[<prev] [next>] [<thread-prev] [thread-next>] [day] [month] [year] [list]
Message-ID: <20150227161224.GE2877@e104805>
Date: Fri, 27 Feb 2015 16:12:24 +0000
From: Javi Merino <javi.merino@....com>
To: Eduardo Valentin <edubezval@...il.com>
Cc: "rui.zhang@...el.com" <rui.zhang@...el.com>,
"linux-pm@...r.kernel.org" <linux-pm@...r.kernel.org>,
"linux-kernel@...r.kernel.org" <linux-kernel@...r.kernel.org>,
Punit Agrawal <Punit.Agrawal@....com>,
"broonie@...nel.org" <broonie@...nel.org>,
"tixy@...aro.org" <tixy@...aro.org>
Subject: Re: [PATCH v2 4/7] thermal: introduce the Power Allocator governor
On Thu, Feb 26, 2015 at 08:36:16PM +0000, Eduardo Valentin wrote:
> Javi,
>
> Replying in v2.
>
> On Thu, Feb 26, 2015 at 07:00:30PM +0000, Javi Merino wrote:
>
> <big cut>
>
> > +
> > +/**
> > + * divvy_up_power() - divvy the allocated power between the actors
> > + * @req_power: each actor's requested power
> > + * @max_power: each actor's maximum available power
> > + * @num_actors: size of the @req_power, @max_power and @granted_power's array
> > + * @total_req_power: sum of @req_power
> > + * @power_range: total allocated power
> > + * @granted_power: output array: each actor's granted power
> > + *
> > + * This function divides the total allocated power (@power_range)

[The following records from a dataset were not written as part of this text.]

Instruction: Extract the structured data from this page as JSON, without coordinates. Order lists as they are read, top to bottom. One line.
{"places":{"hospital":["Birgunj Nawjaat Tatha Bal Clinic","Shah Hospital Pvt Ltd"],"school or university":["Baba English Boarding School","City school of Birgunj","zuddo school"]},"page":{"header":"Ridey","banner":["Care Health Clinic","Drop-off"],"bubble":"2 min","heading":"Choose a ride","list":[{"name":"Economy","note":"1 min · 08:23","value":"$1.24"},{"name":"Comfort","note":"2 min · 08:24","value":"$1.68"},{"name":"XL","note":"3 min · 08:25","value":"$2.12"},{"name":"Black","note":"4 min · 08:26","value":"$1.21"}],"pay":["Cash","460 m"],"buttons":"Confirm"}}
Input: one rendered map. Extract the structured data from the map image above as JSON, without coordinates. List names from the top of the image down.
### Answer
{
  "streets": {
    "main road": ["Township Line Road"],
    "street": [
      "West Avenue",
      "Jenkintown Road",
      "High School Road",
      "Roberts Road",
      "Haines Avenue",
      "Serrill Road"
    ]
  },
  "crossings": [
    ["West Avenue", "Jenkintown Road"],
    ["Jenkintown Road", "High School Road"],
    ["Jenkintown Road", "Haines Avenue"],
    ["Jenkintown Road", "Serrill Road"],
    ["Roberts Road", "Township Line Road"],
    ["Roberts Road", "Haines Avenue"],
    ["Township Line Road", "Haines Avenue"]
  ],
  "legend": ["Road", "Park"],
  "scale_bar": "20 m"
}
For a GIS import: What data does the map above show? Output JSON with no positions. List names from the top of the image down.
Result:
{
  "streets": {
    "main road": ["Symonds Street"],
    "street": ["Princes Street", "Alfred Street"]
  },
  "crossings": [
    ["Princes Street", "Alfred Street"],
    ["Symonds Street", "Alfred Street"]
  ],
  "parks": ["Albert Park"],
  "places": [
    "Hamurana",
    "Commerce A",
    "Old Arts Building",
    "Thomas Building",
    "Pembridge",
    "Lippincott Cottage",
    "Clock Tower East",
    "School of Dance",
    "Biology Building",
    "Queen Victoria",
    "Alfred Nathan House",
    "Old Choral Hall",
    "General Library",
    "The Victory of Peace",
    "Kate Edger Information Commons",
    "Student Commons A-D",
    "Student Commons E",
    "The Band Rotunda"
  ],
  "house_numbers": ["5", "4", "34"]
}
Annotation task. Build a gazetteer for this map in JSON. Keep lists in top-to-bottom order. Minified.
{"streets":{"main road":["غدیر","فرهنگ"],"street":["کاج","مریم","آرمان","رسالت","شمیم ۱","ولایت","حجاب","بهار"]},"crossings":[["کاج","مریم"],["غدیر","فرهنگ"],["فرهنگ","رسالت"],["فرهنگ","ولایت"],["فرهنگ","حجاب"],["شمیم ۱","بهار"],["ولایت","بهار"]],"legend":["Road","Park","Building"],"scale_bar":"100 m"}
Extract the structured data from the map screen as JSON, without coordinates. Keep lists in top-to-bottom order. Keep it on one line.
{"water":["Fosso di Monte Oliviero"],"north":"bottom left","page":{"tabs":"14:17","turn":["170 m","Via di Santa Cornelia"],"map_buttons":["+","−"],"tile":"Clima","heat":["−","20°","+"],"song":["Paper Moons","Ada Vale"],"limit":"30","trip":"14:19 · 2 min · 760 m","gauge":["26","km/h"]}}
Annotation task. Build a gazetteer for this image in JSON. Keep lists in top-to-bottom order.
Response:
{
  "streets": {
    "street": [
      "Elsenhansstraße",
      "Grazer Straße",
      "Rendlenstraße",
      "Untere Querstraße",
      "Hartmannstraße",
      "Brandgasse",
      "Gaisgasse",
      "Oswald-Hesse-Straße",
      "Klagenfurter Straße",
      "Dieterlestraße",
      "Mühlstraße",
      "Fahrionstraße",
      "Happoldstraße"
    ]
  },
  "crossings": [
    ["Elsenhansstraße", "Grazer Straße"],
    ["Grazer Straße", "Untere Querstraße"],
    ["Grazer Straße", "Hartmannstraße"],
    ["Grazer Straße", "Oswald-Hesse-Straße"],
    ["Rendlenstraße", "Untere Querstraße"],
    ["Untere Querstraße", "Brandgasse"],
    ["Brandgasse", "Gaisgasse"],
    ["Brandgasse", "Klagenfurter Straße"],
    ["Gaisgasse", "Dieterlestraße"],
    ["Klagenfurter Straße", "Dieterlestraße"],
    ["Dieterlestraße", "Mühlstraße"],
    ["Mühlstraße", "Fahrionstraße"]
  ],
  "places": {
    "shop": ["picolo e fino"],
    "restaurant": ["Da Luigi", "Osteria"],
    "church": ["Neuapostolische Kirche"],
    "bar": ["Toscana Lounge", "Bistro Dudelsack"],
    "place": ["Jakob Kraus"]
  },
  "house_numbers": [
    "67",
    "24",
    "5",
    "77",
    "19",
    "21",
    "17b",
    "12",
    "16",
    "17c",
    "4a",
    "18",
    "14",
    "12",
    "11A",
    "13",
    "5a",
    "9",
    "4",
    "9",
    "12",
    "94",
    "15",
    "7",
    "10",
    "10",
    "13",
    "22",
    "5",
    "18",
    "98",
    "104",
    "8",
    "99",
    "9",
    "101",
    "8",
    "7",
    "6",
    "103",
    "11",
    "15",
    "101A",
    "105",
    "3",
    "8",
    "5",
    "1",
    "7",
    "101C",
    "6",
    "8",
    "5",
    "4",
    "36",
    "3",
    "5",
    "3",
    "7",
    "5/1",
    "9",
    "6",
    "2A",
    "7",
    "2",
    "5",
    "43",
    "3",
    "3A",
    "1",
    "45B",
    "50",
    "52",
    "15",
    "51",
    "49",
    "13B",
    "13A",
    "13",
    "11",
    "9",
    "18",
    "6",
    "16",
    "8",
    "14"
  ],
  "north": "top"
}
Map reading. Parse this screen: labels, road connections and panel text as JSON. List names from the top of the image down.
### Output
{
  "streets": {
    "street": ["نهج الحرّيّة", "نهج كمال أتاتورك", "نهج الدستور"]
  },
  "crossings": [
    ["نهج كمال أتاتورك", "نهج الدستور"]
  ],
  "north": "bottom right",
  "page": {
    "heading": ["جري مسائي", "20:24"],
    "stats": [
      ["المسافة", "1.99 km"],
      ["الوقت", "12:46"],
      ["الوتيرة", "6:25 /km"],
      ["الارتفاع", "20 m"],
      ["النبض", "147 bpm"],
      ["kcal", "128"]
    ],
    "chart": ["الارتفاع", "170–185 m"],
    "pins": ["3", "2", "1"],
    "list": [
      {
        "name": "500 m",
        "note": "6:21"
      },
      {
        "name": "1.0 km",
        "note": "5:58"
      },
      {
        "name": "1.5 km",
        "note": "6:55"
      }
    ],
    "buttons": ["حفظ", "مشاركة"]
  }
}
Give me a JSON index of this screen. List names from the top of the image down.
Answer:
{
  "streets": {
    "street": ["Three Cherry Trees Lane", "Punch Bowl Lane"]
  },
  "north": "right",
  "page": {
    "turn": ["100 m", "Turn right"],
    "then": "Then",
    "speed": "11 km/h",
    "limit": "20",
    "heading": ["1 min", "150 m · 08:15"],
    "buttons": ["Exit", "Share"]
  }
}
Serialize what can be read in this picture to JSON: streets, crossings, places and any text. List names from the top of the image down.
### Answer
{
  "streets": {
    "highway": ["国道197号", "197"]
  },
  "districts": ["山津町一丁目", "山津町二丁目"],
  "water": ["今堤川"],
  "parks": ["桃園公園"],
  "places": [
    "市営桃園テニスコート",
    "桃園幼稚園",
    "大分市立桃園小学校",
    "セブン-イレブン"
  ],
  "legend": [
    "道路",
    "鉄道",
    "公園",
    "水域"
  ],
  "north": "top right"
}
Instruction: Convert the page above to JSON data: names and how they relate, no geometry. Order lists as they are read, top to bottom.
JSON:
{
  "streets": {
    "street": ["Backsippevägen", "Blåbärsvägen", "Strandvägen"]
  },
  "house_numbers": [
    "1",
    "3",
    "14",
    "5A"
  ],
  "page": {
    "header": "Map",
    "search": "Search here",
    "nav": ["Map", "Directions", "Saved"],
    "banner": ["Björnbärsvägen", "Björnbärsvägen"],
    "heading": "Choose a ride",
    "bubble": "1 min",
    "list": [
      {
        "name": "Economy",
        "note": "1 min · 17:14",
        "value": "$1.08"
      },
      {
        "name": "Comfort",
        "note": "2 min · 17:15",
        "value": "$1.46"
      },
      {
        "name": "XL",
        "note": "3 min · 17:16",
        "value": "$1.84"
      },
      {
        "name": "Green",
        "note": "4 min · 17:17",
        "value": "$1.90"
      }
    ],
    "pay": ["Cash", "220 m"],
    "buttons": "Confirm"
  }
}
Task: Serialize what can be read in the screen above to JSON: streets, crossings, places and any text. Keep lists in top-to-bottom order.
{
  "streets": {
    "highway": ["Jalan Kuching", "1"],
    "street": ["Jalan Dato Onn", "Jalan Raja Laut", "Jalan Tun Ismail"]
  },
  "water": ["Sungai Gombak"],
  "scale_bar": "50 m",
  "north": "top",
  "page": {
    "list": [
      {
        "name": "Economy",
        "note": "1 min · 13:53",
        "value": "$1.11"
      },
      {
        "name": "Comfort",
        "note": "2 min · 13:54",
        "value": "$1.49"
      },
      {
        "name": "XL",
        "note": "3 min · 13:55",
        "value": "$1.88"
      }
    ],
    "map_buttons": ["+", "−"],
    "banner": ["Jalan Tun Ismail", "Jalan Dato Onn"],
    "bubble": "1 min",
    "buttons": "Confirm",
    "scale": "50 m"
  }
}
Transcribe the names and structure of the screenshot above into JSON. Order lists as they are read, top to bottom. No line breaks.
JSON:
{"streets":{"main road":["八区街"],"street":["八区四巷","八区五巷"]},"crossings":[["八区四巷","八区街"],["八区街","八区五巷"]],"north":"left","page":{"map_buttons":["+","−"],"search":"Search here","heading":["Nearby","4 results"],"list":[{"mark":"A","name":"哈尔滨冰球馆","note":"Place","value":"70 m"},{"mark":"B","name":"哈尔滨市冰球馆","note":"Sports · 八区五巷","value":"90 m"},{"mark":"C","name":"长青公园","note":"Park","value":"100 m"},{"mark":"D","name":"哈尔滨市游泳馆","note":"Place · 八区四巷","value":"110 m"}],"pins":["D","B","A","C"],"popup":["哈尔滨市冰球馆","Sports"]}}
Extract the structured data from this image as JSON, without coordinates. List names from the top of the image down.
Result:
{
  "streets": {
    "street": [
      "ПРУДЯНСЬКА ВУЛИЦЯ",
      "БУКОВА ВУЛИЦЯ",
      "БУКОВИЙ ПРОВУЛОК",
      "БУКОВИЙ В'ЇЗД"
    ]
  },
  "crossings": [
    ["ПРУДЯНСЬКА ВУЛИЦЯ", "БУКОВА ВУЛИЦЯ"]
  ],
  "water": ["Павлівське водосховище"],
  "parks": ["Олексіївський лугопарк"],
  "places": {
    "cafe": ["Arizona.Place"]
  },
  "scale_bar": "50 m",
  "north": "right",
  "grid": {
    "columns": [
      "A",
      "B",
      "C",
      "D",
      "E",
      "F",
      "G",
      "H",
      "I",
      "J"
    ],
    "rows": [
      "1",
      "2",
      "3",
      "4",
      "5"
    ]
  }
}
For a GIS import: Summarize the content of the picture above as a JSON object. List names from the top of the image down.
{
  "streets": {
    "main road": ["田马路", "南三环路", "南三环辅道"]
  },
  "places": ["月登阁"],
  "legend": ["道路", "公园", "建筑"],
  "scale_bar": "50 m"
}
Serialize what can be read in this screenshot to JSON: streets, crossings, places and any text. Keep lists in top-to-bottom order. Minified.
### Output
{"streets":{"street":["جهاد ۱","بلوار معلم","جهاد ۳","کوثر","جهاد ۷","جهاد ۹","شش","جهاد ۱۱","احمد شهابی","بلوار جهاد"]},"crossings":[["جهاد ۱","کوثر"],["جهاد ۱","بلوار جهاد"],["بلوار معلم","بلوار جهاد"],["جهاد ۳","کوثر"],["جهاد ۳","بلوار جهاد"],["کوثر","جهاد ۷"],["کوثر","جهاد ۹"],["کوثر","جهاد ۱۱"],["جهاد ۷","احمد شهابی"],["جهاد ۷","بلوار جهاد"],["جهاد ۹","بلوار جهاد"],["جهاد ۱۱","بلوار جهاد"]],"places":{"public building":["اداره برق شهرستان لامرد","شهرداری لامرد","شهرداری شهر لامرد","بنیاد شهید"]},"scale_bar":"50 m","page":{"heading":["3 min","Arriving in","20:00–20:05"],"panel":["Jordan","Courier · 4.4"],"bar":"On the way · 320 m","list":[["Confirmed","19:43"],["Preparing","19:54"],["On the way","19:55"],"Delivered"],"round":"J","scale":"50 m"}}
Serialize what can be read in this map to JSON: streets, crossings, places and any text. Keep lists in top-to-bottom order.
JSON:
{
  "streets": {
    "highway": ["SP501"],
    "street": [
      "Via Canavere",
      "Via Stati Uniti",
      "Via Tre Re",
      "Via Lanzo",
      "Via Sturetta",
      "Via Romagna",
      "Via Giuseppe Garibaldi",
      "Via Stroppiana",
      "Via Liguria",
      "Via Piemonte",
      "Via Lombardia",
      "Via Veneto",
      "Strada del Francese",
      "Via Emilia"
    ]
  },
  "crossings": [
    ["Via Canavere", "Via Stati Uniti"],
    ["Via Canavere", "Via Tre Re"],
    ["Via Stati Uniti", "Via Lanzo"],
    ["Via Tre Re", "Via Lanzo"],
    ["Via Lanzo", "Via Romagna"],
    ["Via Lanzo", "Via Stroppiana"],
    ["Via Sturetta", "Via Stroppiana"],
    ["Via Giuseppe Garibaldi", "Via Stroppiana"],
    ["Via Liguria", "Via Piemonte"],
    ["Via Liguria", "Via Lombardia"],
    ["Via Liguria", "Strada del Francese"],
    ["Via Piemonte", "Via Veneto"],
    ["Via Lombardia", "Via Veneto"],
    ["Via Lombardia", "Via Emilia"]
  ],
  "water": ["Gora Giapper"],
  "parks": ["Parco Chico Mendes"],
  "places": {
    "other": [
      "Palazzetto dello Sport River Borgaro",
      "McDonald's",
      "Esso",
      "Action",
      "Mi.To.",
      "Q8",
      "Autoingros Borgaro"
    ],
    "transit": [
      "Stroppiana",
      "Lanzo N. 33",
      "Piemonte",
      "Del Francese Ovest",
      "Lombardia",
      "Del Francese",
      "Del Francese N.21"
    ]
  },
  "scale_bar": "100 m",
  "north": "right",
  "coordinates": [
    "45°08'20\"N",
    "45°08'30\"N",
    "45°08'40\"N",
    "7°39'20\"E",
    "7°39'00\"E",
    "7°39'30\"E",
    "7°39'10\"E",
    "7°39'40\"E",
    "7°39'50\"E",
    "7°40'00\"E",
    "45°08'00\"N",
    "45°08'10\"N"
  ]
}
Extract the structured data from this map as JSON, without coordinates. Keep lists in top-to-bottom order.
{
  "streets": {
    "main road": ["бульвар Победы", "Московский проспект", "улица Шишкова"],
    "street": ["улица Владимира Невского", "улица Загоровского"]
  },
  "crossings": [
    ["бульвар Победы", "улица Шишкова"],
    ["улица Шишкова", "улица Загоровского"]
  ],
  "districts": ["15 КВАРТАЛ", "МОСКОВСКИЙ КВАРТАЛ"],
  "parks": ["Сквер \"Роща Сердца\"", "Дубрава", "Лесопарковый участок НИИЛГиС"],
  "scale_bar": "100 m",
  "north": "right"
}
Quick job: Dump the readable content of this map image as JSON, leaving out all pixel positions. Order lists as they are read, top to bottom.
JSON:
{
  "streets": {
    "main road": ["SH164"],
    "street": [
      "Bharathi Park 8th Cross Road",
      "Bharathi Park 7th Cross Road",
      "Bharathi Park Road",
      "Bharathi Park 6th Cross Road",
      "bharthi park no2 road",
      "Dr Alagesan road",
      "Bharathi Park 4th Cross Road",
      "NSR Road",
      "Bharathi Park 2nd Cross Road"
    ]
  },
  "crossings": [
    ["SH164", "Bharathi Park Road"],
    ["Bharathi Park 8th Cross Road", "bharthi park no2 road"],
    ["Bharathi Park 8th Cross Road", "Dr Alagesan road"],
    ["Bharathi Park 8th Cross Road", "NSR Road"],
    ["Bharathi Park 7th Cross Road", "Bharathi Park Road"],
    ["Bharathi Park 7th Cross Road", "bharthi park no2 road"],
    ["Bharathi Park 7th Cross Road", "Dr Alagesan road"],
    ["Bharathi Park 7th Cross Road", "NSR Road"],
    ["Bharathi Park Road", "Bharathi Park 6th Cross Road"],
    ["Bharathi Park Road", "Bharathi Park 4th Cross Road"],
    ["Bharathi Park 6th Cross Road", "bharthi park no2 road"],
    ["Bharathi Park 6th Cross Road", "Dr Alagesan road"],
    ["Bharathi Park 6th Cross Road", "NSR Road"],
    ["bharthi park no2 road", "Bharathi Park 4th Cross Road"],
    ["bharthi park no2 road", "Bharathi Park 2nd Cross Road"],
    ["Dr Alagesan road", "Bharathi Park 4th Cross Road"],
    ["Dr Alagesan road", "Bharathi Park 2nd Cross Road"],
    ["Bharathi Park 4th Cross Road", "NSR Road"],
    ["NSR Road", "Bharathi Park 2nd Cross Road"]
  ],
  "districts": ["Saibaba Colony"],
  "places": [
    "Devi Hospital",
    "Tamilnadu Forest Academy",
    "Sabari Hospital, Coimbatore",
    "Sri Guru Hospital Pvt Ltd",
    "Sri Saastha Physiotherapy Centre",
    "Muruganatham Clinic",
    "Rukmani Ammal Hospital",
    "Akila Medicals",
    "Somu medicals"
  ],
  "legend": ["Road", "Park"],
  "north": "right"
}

> > + * fairly between the actors. It first tries to give each actor a
> > + * share of the @power_range according to how much power it requested
> > + * compared to the rest of the actors. For example, if only one actor
> > + * requests power, then it receives all the @power_range. If
> > + * three actors each requests 1mW, each receives a third of the
> > + * @power_range.
> > + *
> > + * If any actor received more than their maximum power, then that
> > + * surplus is re-divvied among the actors based on how far they are
> > + * from their respective maximums.
> > + *
> > + * Granted power for each actor is written to @granted_power, which
> > + * should've been allocated by the calling function.
> > + */
> > +static void divvy_up_power(u32 *req_power, u32 *max_power, int num_actors,
> > + u32 total_req_power, u32 power_range,
> > + u32 *granted_power)
> > +{
> > + u32 extra_power, capped_extra_power, extra_actor_power[num_actors];
>
> Just now I noticed this variable-size array. I know the number of actors
> are constant, and in average it should be less than 10 in magnitude, but
> I don't believe variable-sized arrays are a good practice in kernel.
>
> Even though I don't see this one as a treat, can we avoid it?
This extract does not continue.